According to her hypothesis, telomeres get shorter over time until chromosomes become too short and finally reach a “critical length”, beyond which they can no longer divide.

When a new division is impossible, irreversible decay occurs and the cell dies. This process would explain why normal cells die.

Elizabeth and her husband moved to California

Since 1979 Elizabeth Blackburn worked at the University of California at Berkeley, where Carol Greider was beginning to study Biology.

Carol Greider
Carol Greider, was researching at the California Institute of Technology (Caltech).
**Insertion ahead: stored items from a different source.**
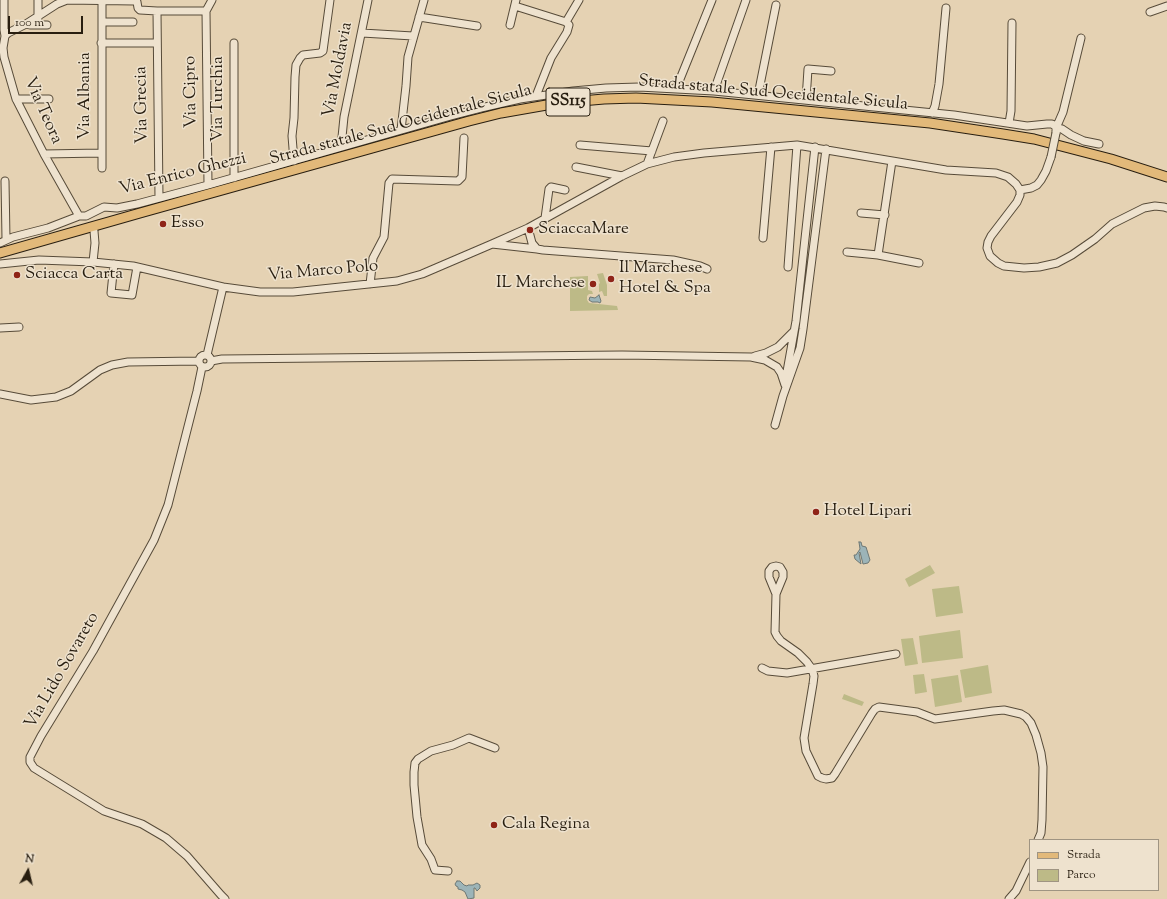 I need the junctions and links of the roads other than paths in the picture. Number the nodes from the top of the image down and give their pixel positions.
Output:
1 (4, 0) edge
2 (38, 0) edge
3 (102, 0) edge
4 (212, 0) edge
5 (330, 0) edge
6 (368, 0) edge
7 (424, 0) edge
8 (578, 0) edge
9 (712, 0) edge
10 (746, 0) edge
11 (516, 3) edge
12 (776, 5) dead end
13 (1167, 6) edge
14 (946, 8) dead end
15 (157, 11) junction
16 (206, 11) junction
17 (1150, 12) dead end
18 (418, 17) junction
19 (38, 18) junction
20 (102, 22) junction
21 (133, 22) dead end
22 (566, 22) junction
23 (1012, 23) dead end
24 (26, 24) junction
25 (510, 25) dead end
26 (47, 26) dead end
27 (477, 26) dead end
28 (362, 33) junction
29 (5, 36) junction
30 (413, 36) junction
31 (1081, 38) dead end
32 (101, 43) junction
33 (157, 43) junction
34 (234, 43) dead end
35 (2, 55) edge
36 (831, 71) dead end
37 (676, 89) junction
38 (714, 91) junction
39 (758, 95) junction
40 (536, 96) junction
41 (16, 99) junction
42 (49, 99) dead end
43 (806, 100) junction
44 (932, 113) junction
45 (663, 121) dead end
46 (1009, 124) junction
47 (401, 130) junction
48 (1056, 131) junction
49 (464, 138) dead end
50 (797, 144) junction
51 (1100, 144) dead end
52 (580, 145) dead end
53 (341, 147) junction
54 (771, 147) junction
55 (815, 147) junction
56 (826, 149) junction
57 (652, 151) junction
58 (101, 153) junction
59 (44, 154) junction
60 (294, 161) junction
61 (892, 161) junction
62 (647, 164) junction
63 (576, 167) dead end
64 (102, 168) dead end
65 (622, 176) junction
66 (1167, 177) edge
67 (234, 178) junction
68 (5, 181) dead end
69 (208, 185) junction
70 (565, 190) dead end
71 (1020, 190) junction
72 (159, 198) junction
73 (1167, 208) edge
74 (861, 213) dead end
75 (885, 215) junction
76 (86, 218) junction
77 (545, 218) junction
78 (528, 228) junction
79 (94, 231) dead end
80 (763, 238) dead end
81 (3, 241) edge
82 (492, 244) junction
83 (537, 249) junction
84 (847, 252) dead end
85 (0, 253) edge
86 (878, 255) junction
87 (93, 262) junction
88 (919, 263) dead end
89 (0, 264) edge
90 (114, 264) junction
91 (137, 267) junction
92 (788, 268) dead end
93 (707, 269) dead end
94 (370, 284) junction
95 (223, 287) junction
96 (0, 328) edge
97 (19, 328) dead end
98 (794, 330) junction
99 (778, 347) junction
100 (791, 351) junction
101 (751, 357) junction
102 (209, 358) junction
103 (796, 360) junction
104 (200, 364) junction
105 (788, 366) junction
106 (777, 367) junction
107 (785, 385) junction
108 (0, 394) edge
109 (783, 396) junction
110 (775, 426) dead end
111 (776, 594) dead end
112 (896, 654) dead end
113 (762, 668) dead end
114 (812, 669) junction
115 (495, 748) dead end
116 (1038, 839) edge
117 (1029, 864) edge
118 (448, 871) dead end
119 (225, 899) edge
120 (1009, 899) edge

1 - 29 street, Via Teora
2 - 19 street
3 - 15 street
3 - 19 street
3 - 20 street, Via Albania
4 - 16 street, Via Cipro
5 - 60 street
6 - 28 street, Via Moldavia
7 - 18 street
8 - 22 street
9 - 37 street
10 - 38 street
11 - 22 street
11 - 25 street
12 - 39 street
13 - 17 street
14 - 44 street
15 - 16 street
15 - 33 street, Via Grecia
16 - 69 street, Via Cipro
18 - 27 street
18 - 30 street
19 - 24 street
20 - 21 street
20 - 32 street, Via Albania
22 - 40 street
23 - 46 street
24 - 26 street
24 - 29 street
28 - 30 street
28 - 53 street, Via Moldavia
29 - 35 street, Via Teora
30 - 47 street
31 - 48 street
32 - 33 street
32 - 58 street, Via Albania
33 - 72 street, Via Grecia
34 - 67 street, Via Turchia
35 - 41 street, Via Teora
36 - 43 street
37 - 38 street, Via Enrico Ghezzi
37 - 40 street, Via Enrico Ghezzi
38 - 39 street, Via Enrico Ghezzi
39 - 43 street, Via Enrico Ghezzi
40 - 47 street, Via Enrico Ghezzi
41 - 42 street
41 - 59 street, Via Teora
43 - 44 street, Via Enrico Ghezzi
44 - 46 street, Via Enrico Ghezzi
45 - 57 street
46 - 48 street, Via Enrico Ghezzi
47 - 53 street, Via Enrico Ghezzi
48 - 51 street, Via Enrico Ghezzi
48 - 71 street, bridge
49 - 94 street
50 - 54 street, Via Marco Polo
50 - 55 street, Via Marco Polo
50 - 92 street
52 - 57 street
53 - 60 street, Via Enrico Ghezzi
54 - 62 street, Via Marco Polo
54 - 80 street
55 - 56 street, Via Marco Polo
55 - 98 street
56 - 61 street, Via Marco Polo
56 - 103 street
57 - 62 street
58 - 59 street
58 - 64 street, Via Albania
59 - 76 street, Via Teora
60 - 67 street, Via Enrico Ghezzi
61 - 71 street, Via Marco Polo
61 - 75 street
62 - 65 street, Via Marco Polo
63 - 65 street
65 - 77 street, Via Marco Polo
66 - 85 main road, Strada statale Sud Occidentale Sicula / SS115
67 - 69 street, Via Enrico Ghezzi
68 - 81 street
69 - 72 street, Via Enrico Ghezzi
70 - 77 street
71 - 73 street
72 - 76 street, Via Enrico Ghezzi
74 - 75 street
75 - 86 street
76 - 81 street, Via Enrico Ghezzi
77 - 78 street, Via Marco Polo
78 - 82 street, Via Marco Polo
78 - 83 street
79 - 87 street
82 - 83 street
82 - 94 street, Via Marco Polo
83 - 93 street
84 - 86 street
86 - 88 street
87 - 89 street, Via Marco Polo
87 - 90 street, Via Marco Polo
90 - 91 street, Via Marco Polo
90 - 91 street
91 - 95 street, Via Marco Polo
94 - 95 street, Via Marco Polo
95 - 102 street
96 - 97 street
98 - 99 street
98 - 100 street
99 - 100 street
99 - 101 street
100 - 103 street
100 - 105 street
101 - 102 street
101 - 106 street
102 - 104 street
102 - 104 street
103 - 105 street
103 - 109 street
104 - 108 street
104 - 119 street, Via Lido Sovareto
105 - 106 street
105 - 107 street
106 - 107 street
107 - 109 street
109 - 110 street
111 - 114 street
112 - 114 street
113 - 114 street
114 - 116 street
115 - 118 street
117 - 120 street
Credit: web scientificwomen.com

In 1980, at a scientific meeting on genetic material, Elizabeth Blackburn presented the results of her work with the telomeres of Tetrahymena.
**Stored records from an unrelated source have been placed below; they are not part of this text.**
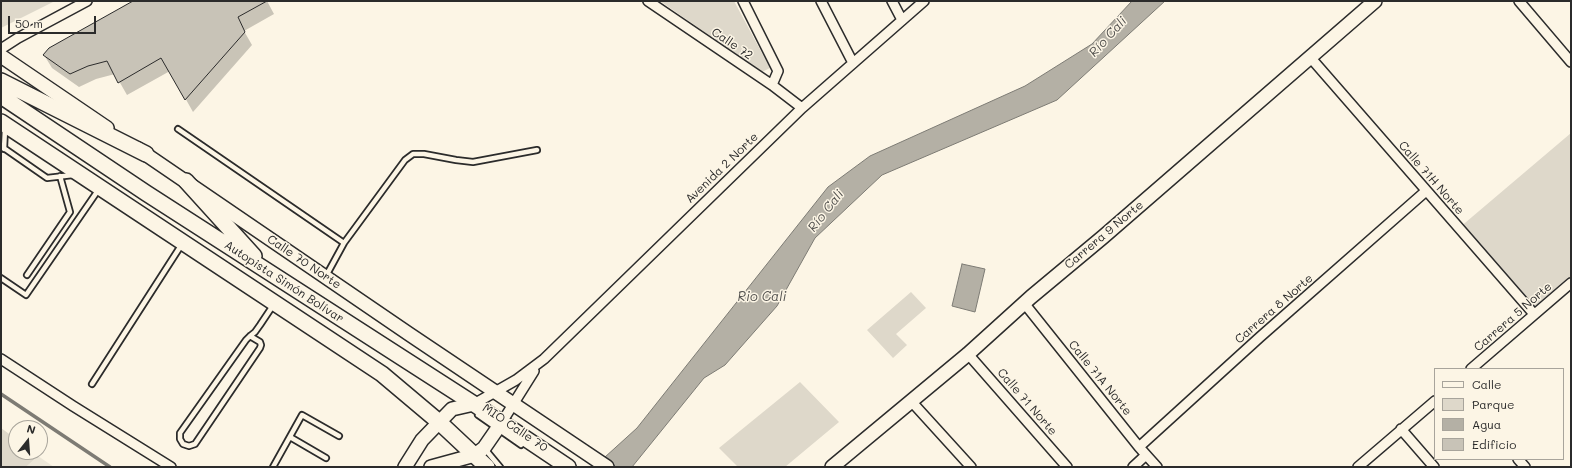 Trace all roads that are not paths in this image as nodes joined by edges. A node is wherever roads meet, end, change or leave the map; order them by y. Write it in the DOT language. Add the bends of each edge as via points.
graph roads {
  1 [pos="88,1"];
  2 [pos="648,1"];
  3 [pos="743,1"];
  4 [pos="821,1"];
  5 [pos="892,1"];
  6 [pos="924,1"];
  7 [pos="1375,1"];
  8 [pos="1518,1"];
  9 [pos="902,20"];
  10 [pos="1,49"];
  11 [pos="1,56"];
  12 [pos="1310,57"];
  13 [pos="1571,62"];
  14 [pos="853,63"];
  15 [pos="1,81"];
  16 [pos="772,85"];
  17 [pos="1,96"];
  18 [pos="802,108"];
  19 [pos="3,124"];
  20 [pos="178,129"];
  21 [pos="3,147"];
  22 [pos="537,150"];
  23 [pos="146,154"];
  24 [pos="79,174"];
  25 [pos="60,176"];
  26 [pos="186,181"];
  27 [pos="100,188"];
  28 [pos="1426,191"];
  29 [pos="183,242"];
  30 [pos="344,243"];
  31 [pos="268,271"];
  32 [pos="27,275"];
  33 [pos="325,276"];
  34 [pos="1,278"];
  35 [pos="1571,283"];
  36 [pos="275,303"];
  37 [pos="1024,303"];
  38 [pos="1534,314"];
  39 [pos="250,336"];
  40 [pos="968,354"];
  41 [pos="1,359"];
  42 [pos="544,359"];
  43 [pos="1472,368"];
  44 [pos="92,384"];
  45 [pos="494,392"];
  46 [pos="911,401"];
  47 [pos="1434,402"];
  48 [pos="513,404"];
  49 [pos="471,409"];
  50 [pos="439,422"];
  51 [pos="500,426"];
  52 [pos="1401,429"];
  53 [pos="339,436"];
  54 [pos="290,437"];
  55 [pos="1139,447"];
  56 [pos="479,451"];
  57 [pos="1146,454"];
  58 [pos="326,458"];
  59 [pos="171,467"];
  60 [pos="273,467"];
  61 [pos="405,467"];
  62 [pos="431,467"];
  63 [pos="487,467"];
  64 [pos="500,467"];
  65 [pos="568,467"];
  66 [pos="607,467"];
  67 [pos="832,467"];
  68 [pos="971,467"];
  69 [pos="1067,467"];
  70 [pos="1133,467"];
  71 [pos="1157,467"];
  72 [pos="1358,467"];
  73 [pos="1434,467"];
  1 -- 10 [label="street"];
  2 -- 16 [label="street, Calle 72"];
  3 -- 16 [label="street" via="778,71"];
  4 -- 14 [label="street"];
  5 -- 9 [label="street"];
  6 -- 9 [label="street, Avenida 2 Norte"];
  7 -- 12 [label="street, Carrera 9 Norte"];
  8 -- 13 [label="street"];
  9 -- 14 [label="street, Avenida 2 Norte"];
  11 -- 23 [label="street, Calle 70 Norte"];
  12 -- 28 [label="street, Calle 71H Norte"];
  12 -- 37 [label="street, Carrera 9 Norte" via="1103,238"];
  14 -- 18 [label="street, Avenida 2 Norte"];
  15 -- 23 [label="main road"];
  16 -- 18 [label="street, Calle 72"];
  17 -- 31 [label="main road, Autopista Simón Bolívar"];
  18 -- 42 [label="street, Avenida 2 Norte"];
  19 -- 21 [label="lane"];
  19 -- 24 [label="main road, Autopista Simón Bolívar"];
  20 -- 30 [label="lane"];
  21 -- 25 [label="lane" via="47,178"];
  22 -- 30 [label="lane" via="473,162 413,154 405,160"];
  23 -- 26 [label="street, Calle 70 Norte"];
  24 -- 25 [label="lane"];
  24 -- 27 [label="main road, Autopista Simón Bolívar"];
  25 -- 32 [label="lane" via="70,212"];
  26 -- 31 [label="main road"];
  26 -- 33 [label="street, Calle 70 Norte"];
  27 -- 29 [label="main road, Autopista Simón Bolívar"];
  27 -- 34 [label="lane" via="26,295"];
  28 -- 38 [label="street, Calle 71H Norte"];
  28 -- 55 [label="street, Carrera 8 Norte"];
  29 -- 36 [label="main road, Autopista Simón Bolívar"];
  29 -- 44 [label="lane"];
  30 -- 33 [label="lane"];
  31 -- 49 [label="main road, Autopista Simón Bolívar"];
  33 -- 45 [label="street, Calle 70 Norte"];
  35 -- 38 [label="street, Carrera 5 Norte"];
  36 -- 39 [label="lane"];
  36 -- 50 [label="main road, Autopista Simón Bolívar" via="382,374"];
  37 -- 40 [label="street, Carrera 9 Norte"];
  37 -- 55 [label="street, Calle 71A Norte"];
  38 -- 43 [label="street, Carrera 5 Norte"];
  39 -- 39 [label="lane" via="180,433 183,444 195,444 260,348 260,342"];
  40 -- 46 [label="street, Carrera 9 Norte"];
  40 -- 69 [label="street, Calle 71 Norte"];
  41 -- 59 [label="street"];
  42 -- 45 [label="street, Avenida 2 Norte" via="526,374"];
  42 -- 48 [label="street, Avenida 2 Norte"];
  45 -- 48 [label="street, Calle 70 Norte"];
  45 -- 49 [label="street, Avenida 2 Norte"];
  46 -- 67 [label="street, Carrera 9 Norte"];
  46 -- 68 [label="street"];
  47 -- 52 [label="street"];
  48 -- 51 [label="street, Avenida 2 Norte"];
  48 -- 66 [label="street, Calle 70 Norte"];
  49 -- 50 [label="street" via="452,409"];
  49 -- 51 [label="main road, Autopista Simón Bolívar"];
  50 -- 56 [label="main road, Autopista Simón Bolívar"];
  50 -- 61 [label="street" via="422,440"];
  51 -- 56 [label="street"];
  51 -- 65 [label="main road, Autopista Simón Bolívar" via="530,447"];
  52 -- 72 [label="street"];
  52 -- 73 [label="street"];
  53 -- 54 [label="lane" via="302,415"];
  54 -- 58 [label="lane"];
  54 -- 60 [label="lane"];
  55 -- 57 [label="street, Calle 71A Norte"];
  56 -- 62 [label="street"];
  56 -- 63 [label="main road, Autopista Simón Bolívar"];
  56 -- 64 [label="lane"];
  57 -- 70 [label="street"];
  57 -- 71 [label="street, Calle 71A Norte"];
}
Among those present was Harvard Medical School professor of genetics, Jack W. Szostak.

Dr. Szostak was very interested in the investigations of Elizabeth and her team. After an intense exchange of ideas, a common project emerged aimed at obtaining a better understanding of telomeres.

The results were published in the journal Nature in 1984, arousing great interest among specialists.

In addition, this work marked the next priority research goal on the subject: deciphering how telomere DNA makes copies of itself within the cell when it reproduces.

In this phase of the work, Carol Greider’s contribution was absolutely essential.

Elizabeth Blackburn and Carol Greider enriched the team with their great perseverance and extreme experimental rigor.

Finally, they were able to describe the contribution of the telomerase enzyme in the elongation of DNA chains and propose the mechanism that compensates for the incomplete replication of the ends of linear chromosomes.

Both became world leaders in manipulating telomere enzyme activity in cells.

Elizabeth Blackburn’s career

In 1986, Elizabeth Blackburn was appointed professor and laboratory director at the University of California, Berkeley.

After 13 years at the University of California, Berkeley, in 1990 she moved to the University of San Francisco, where she has worked in two departments: biochemistry-biophysics and microbiology-immunology.

In 1993, she was appointed director of the department of Microbiology and Immunology.

She joined the Bioethics Commission of the United States in 2001.

Since 2003 she also has a US nationality.

In 2004, she retired from the Bioethics Commission, disagreeing with the restrictions that the George W. Bush administration imposed on cell research.

Elizabeth and Bono
Elizabeth Blackburn with U2 singer Bono at a ceremony at the University of Pennsylvania in 2004. Credit: web nytimes.com Author: William Thomas Cain

Importance of Elizabeth Blackburn Research

Telomeres are related to cellular aging.

Blackburn and Greider also found that cancer cells are able to continue to produce more telomerase, thus causing tumors to appear.

For this reason, telomeres remain at the forefront of the scientific landscape, and Elizabeth Blackburn, along with other researchers, is working to elucidate new functions of telomerase and contribute to the design of anticancer therapies.

Awards given to Elizabeth Blackburn

Elizabeth Blackburn has received numerous awards:

  • Eli Lilly Award for Microbiology (1988).
  • Prize of the National Academy of Sciences of the United States in Molecular Biology (1990).
  • The Gold Medal of the American Cancer Society (2000).
  • Dr. AH Heineken Award for Medicine (2004).
  • Albert Lasker Award for Basic Medical Research (2006) together with Carol Greider and Jack Szostak.
  • Louisa Gross Horwitz Award (2007) together with Joseph G. Gall and Carol Greider.
  • L’Oréal-UNESCO Prize for Women in Science (2008).
  • Paul-Ehrlich and Ludwig-Darmstaedter Award (2009) together with Carol Greider.
  • Nobel Prize in Medicine (2009), along with Carol Greider and Jack Szostak.